Even as some luxury clothing and accessories brands report record profits, U.S. luxury consumer confidence and spending is in decline, according to a Unity Marketing survey.
"Luxury consumer confidence as measured in the Luxury Consumption Index (LCI) took a deep dive to levels not seen since the recessionary period of 2008 and 2009," said Danziger.
Corresponding with the decline in luxury consumer confidence was nearly 15% drop in the average amount spent on luxury in the fourth quarter of 2011. This result comes from a Luxury Tracking survey conducted Jan. 7-18, 2012, among 1,333 affluent luxury consumers with an average income of $286,300.
"Looking over the course of the last two years, the LCI lost more than it gained. At the start of 2012 the percentage of luxury consumers expressing a definite willingness to spend more on luxury (one of the major components of the index) was down," Danziger said.
Tom Bodenberg, Unity Marketing's consumer economist, characterized these consumers as "non-committal."
"There appears to be a trend of non-conspicuous consumption - perhaps as fallout from the 'Occupy' movement, among North American luxury consumers," Bodenberg said. "The buying behavior will shift to an almost 'hidden' form of consumption of luxury goods - where ostentation is minimized. The actionable demand for luxury goods and services, on the whole, is flat and still substantially below the levels of two to three years ago. What is interesting is that this apparently 'recession-proof' segment of the marketplace has also been greatly affected by the downturn."

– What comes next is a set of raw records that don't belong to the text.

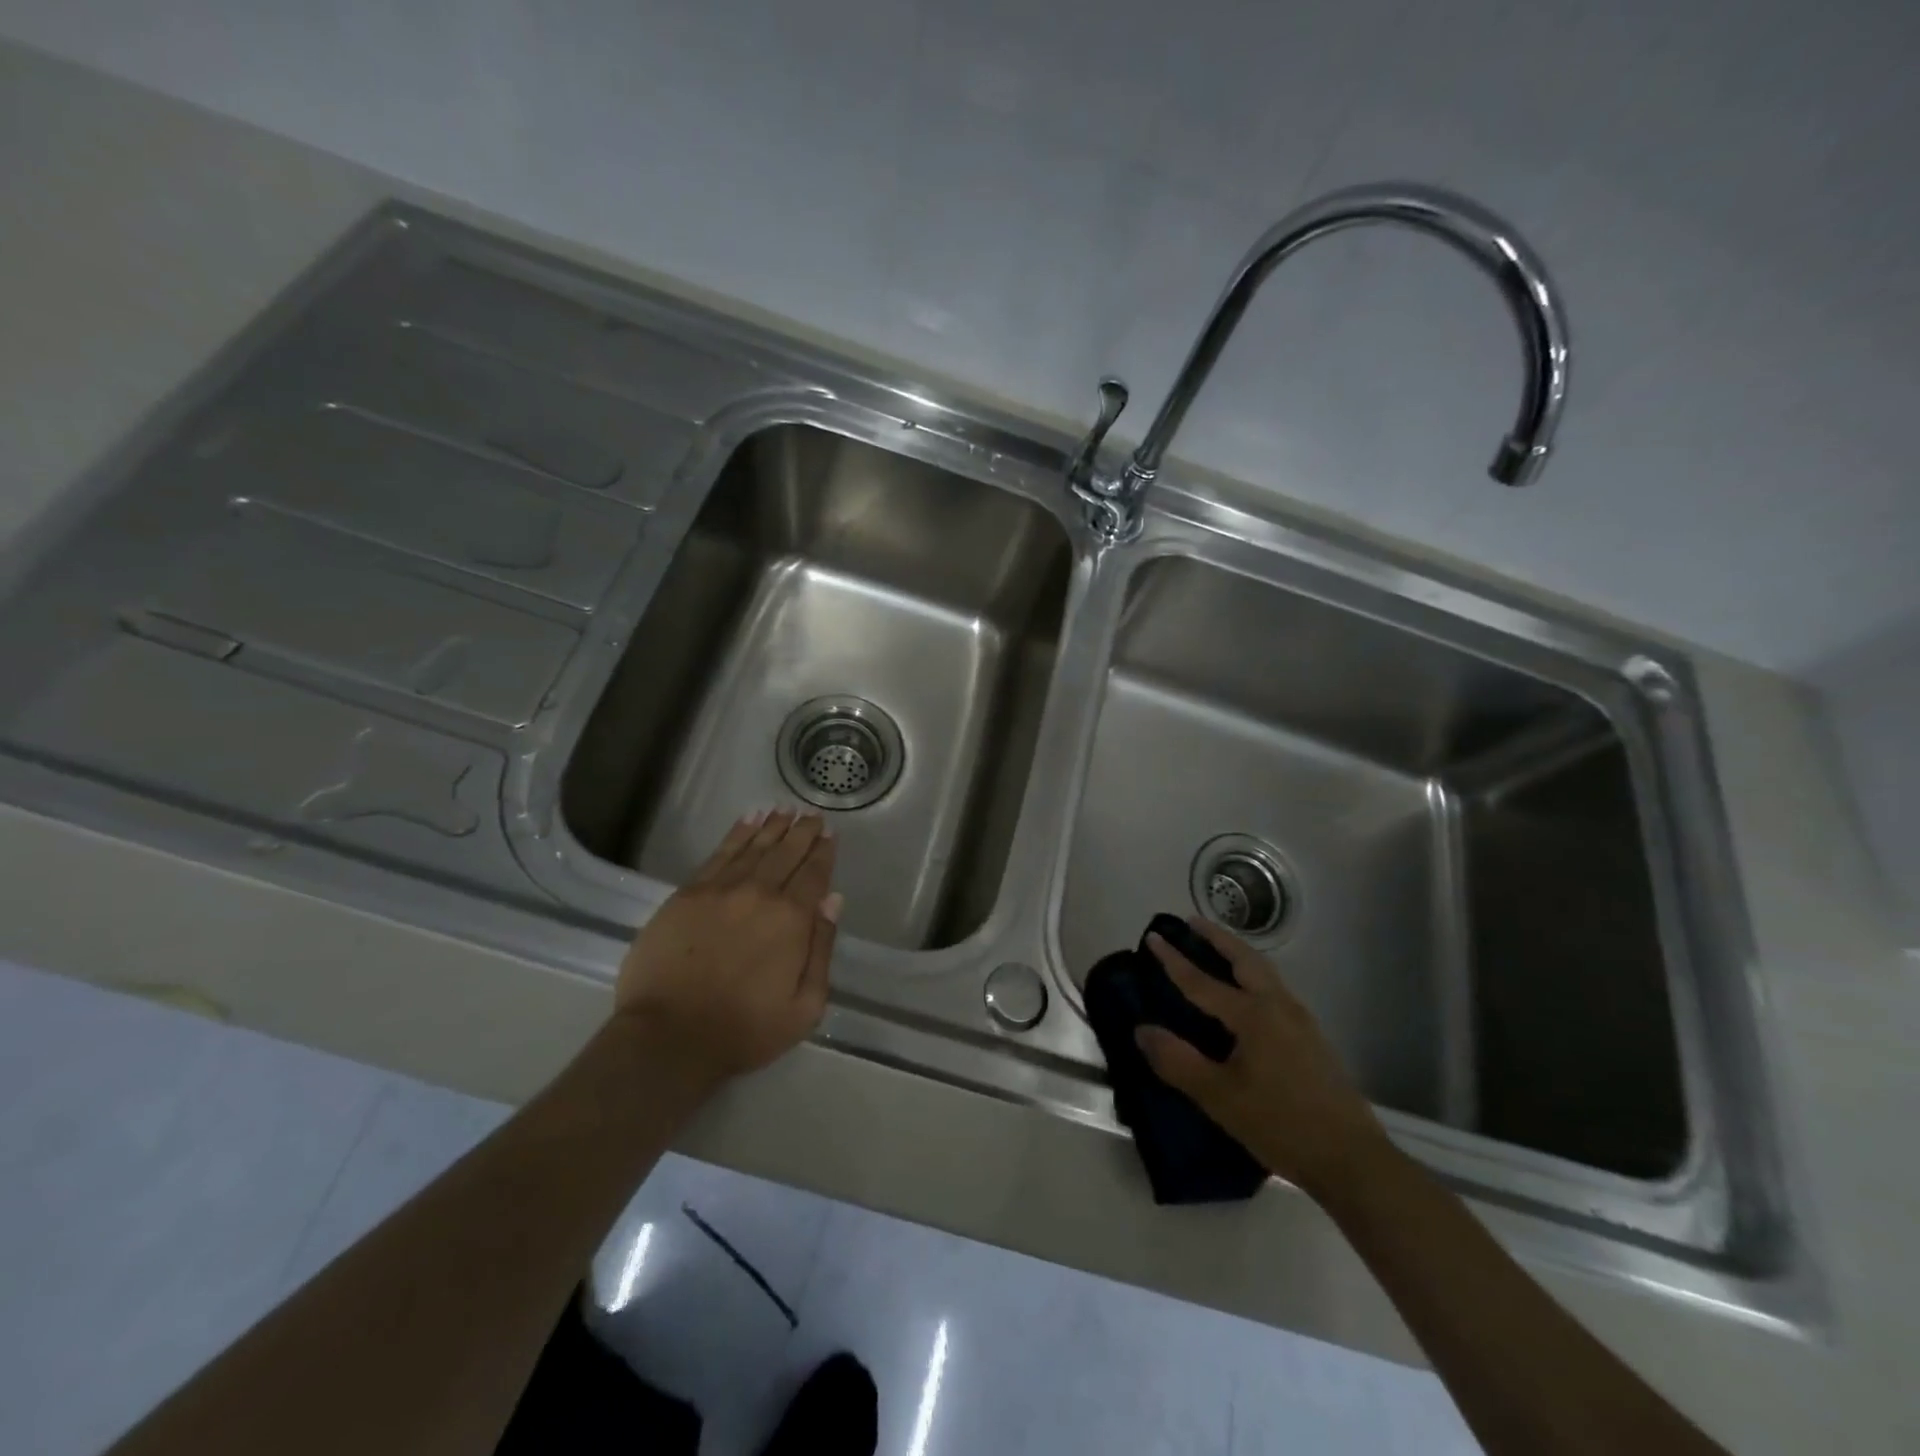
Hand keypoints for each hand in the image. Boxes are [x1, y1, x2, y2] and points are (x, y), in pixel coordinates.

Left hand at [614, 810, 842, 1090]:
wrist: (668, 1038)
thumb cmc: (744, 1030)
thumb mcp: (804, 1006)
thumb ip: (822, 948)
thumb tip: (832, 900)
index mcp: (791, 919)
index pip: (813, 875)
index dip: (823, 853)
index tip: (829, 835)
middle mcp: (759, 894)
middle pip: (786, 853)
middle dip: (802, 832)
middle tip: (811, 815)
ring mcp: (720, 890)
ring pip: (753, 848)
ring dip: (772, 827)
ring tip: (784, 810)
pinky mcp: (687, 894)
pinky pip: (718, 854)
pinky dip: (736, 835)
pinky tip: (747, 822)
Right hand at [1135, 918, 1391, 1201]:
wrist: (1352, 1160)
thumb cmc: (1281, 1125)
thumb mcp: (1220, 1098)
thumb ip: (1178, 1061)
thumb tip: (1142, 1030)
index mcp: (1253, 1016)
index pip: (1202, 981)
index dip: (1174, 960)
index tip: (1153, 936)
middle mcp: (1278, 1007)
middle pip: (1244, 960)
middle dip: (1217, 938)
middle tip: (1192, 922)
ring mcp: (1301, 1021)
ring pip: (1265, 972)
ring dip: (1238, 954)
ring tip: (1217, 948)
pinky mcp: (1312, 1039)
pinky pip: (1275, 990)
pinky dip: (1253, 975)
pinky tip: (1247, 994)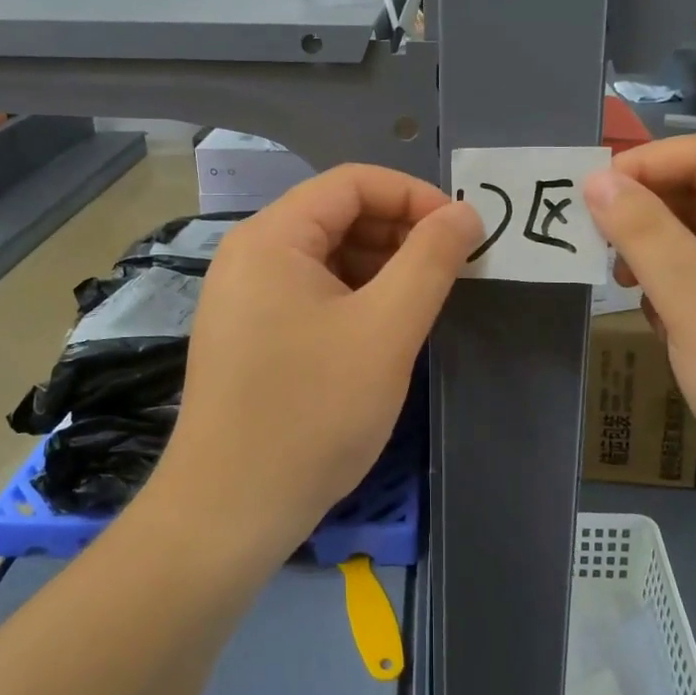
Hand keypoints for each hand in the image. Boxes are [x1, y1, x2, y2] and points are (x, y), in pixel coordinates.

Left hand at [155, 165, 481, 563]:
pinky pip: (311, 292)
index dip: (414, 196)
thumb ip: (431, 260)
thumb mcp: (386, 330)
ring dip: (381, 267)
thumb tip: (466, 212)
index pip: (353, 182)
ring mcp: (245, 296)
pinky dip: (355, 297)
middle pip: (338, 215)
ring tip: (425, 302)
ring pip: (327, 257)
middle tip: (452, 270)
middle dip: (400, 233)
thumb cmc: (312, 412)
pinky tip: (384, 330)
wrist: (229, 511)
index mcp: (272, 237)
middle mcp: (250, 254)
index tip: (463, 232)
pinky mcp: (250, 333)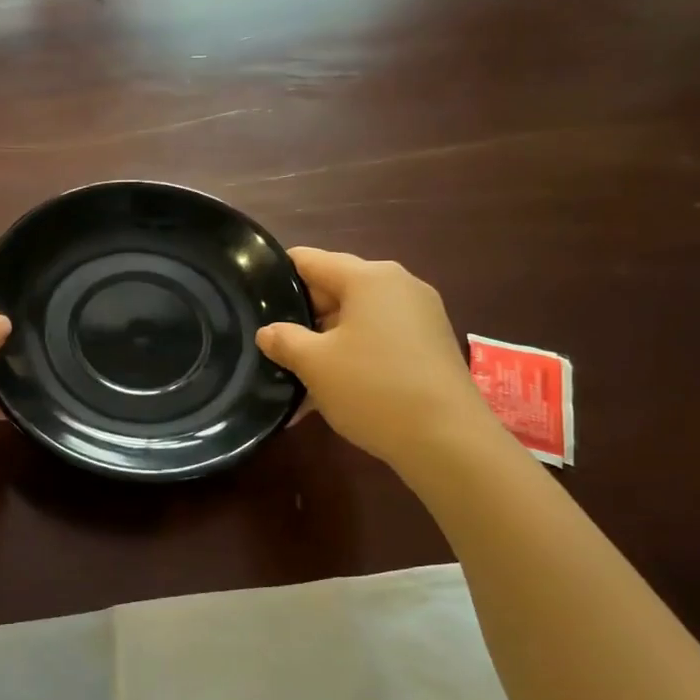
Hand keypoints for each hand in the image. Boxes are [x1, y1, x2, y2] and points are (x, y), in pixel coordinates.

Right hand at [256, 248, 499, 470]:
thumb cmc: (373, 388)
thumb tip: (268, 332)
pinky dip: (352, 357)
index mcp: (369, 277)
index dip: (277, 274)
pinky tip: (330, 389)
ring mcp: (420, 316)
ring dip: (325, 342)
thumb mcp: (315, 364)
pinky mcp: (430, 345)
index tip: (251, 296)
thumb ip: (284, 340)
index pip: (310, 259)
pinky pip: (378, 340)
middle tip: (270, 342)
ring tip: (294, 372)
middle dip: (302, 315)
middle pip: (335, 288)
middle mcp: (398, 286)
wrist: (447, 440)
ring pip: (356, 319)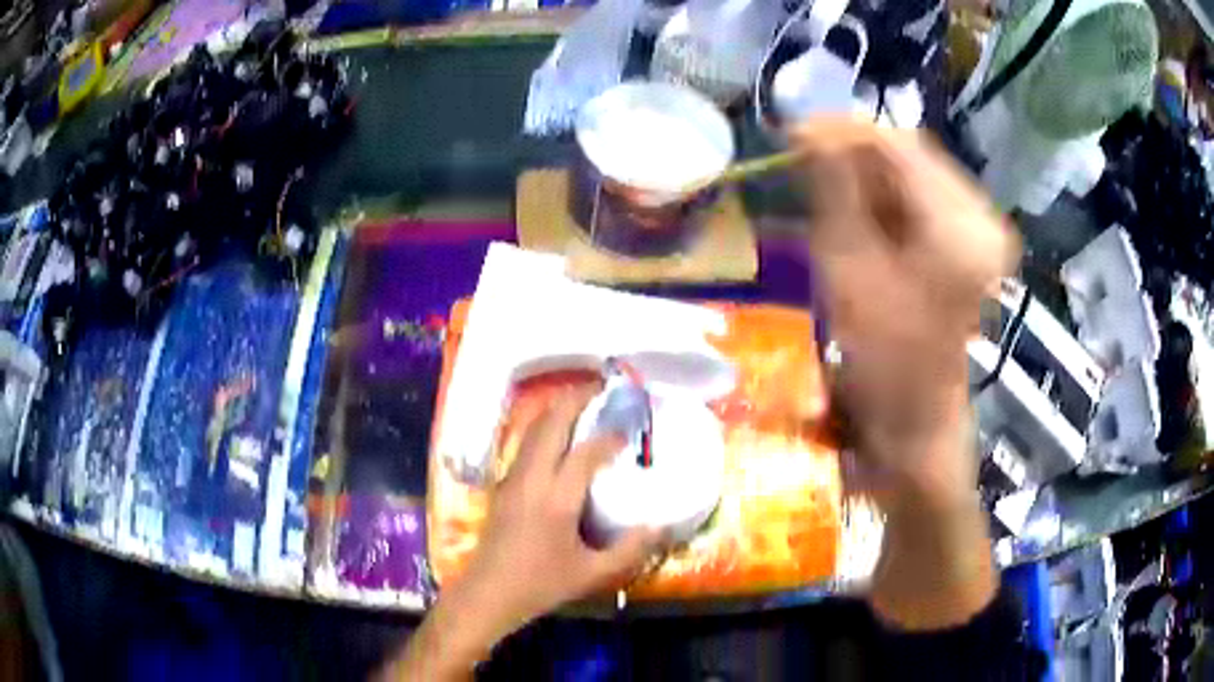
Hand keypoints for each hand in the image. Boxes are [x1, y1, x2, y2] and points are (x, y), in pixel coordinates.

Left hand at [459, 387, 664, 628]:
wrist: (489, 591)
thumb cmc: (541, 584)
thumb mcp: (592, 574)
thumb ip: (630, 550)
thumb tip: (661, 526)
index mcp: (555, 499)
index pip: (584, 453)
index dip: (608, 435)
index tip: (630, 426)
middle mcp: (532, 478)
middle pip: (551, 424)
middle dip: (576, 399)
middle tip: (603, 387)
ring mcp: (513, 478)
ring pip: (534, 429)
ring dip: (558, 408)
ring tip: (584, 399)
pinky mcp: (504, 483)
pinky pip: (526, 441)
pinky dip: (545, 425)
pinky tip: (559, 431)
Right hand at [794, 118, 1018, 509]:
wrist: (916, 421)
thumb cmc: (882, 359)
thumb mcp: (849, 269)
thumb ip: (834, 189)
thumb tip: (808, 129)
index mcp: (959, 227)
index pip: (899, 145)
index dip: (844, 131)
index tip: (792, 132)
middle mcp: (980, 218)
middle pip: (912, 154)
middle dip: (855, 151)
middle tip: (804, 160)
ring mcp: (981, 231)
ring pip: (916, 173)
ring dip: (869, 173)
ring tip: (826, 186)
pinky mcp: (972, 243)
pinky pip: (924, 198)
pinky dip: (887, 196)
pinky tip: (859, 210)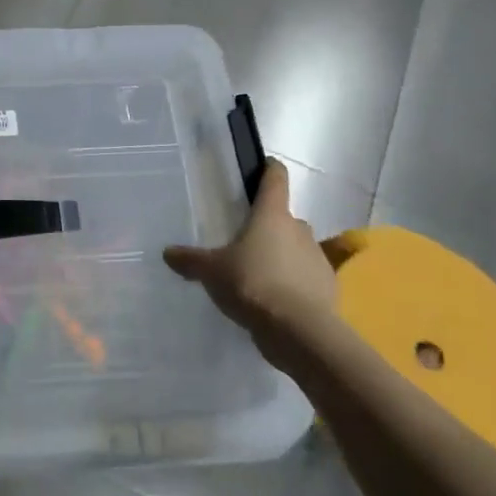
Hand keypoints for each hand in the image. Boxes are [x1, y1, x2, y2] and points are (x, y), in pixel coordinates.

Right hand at [163, 161, 339, 374]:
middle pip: (284, 218)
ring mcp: (317, 258)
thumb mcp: (211, 271)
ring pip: (297, 248)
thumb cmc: (251, 283)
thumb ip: (190, 260)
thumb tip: (167, 252)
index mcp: (272, 215)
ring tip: (259, 275)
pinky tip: (276, 300)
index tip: (265, 165)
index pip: (275, 179)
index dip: (269, 169)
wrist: (297, 330)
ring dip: (282, 255)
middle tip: (246, 240)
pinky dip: (294, 283)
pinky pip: (306, 277)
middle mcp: (299, 229)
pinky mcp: (327, 287)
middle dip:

Bodenberg added: "Media reports of a 'renaissance' in the luxury market appears to be limited to an extreme top tier of consumers, a small number compared with the bulk of the luxury marketplace potential."
Danziger said the recent survey, focused on the top 20% of U.S. households, finds many of the customers who indulged in luxury purchases pre-recession do still have cash in hand, "but now shy away from these extravagances."
Danziger added: "Marketers need to recognize these customers are thinking more like investors when shopping for high-end goods than consumers. If your brand doesn't deliver a suitable return on investment, they'll turn to competitive brands that will give them high quality without such an extravagant investment."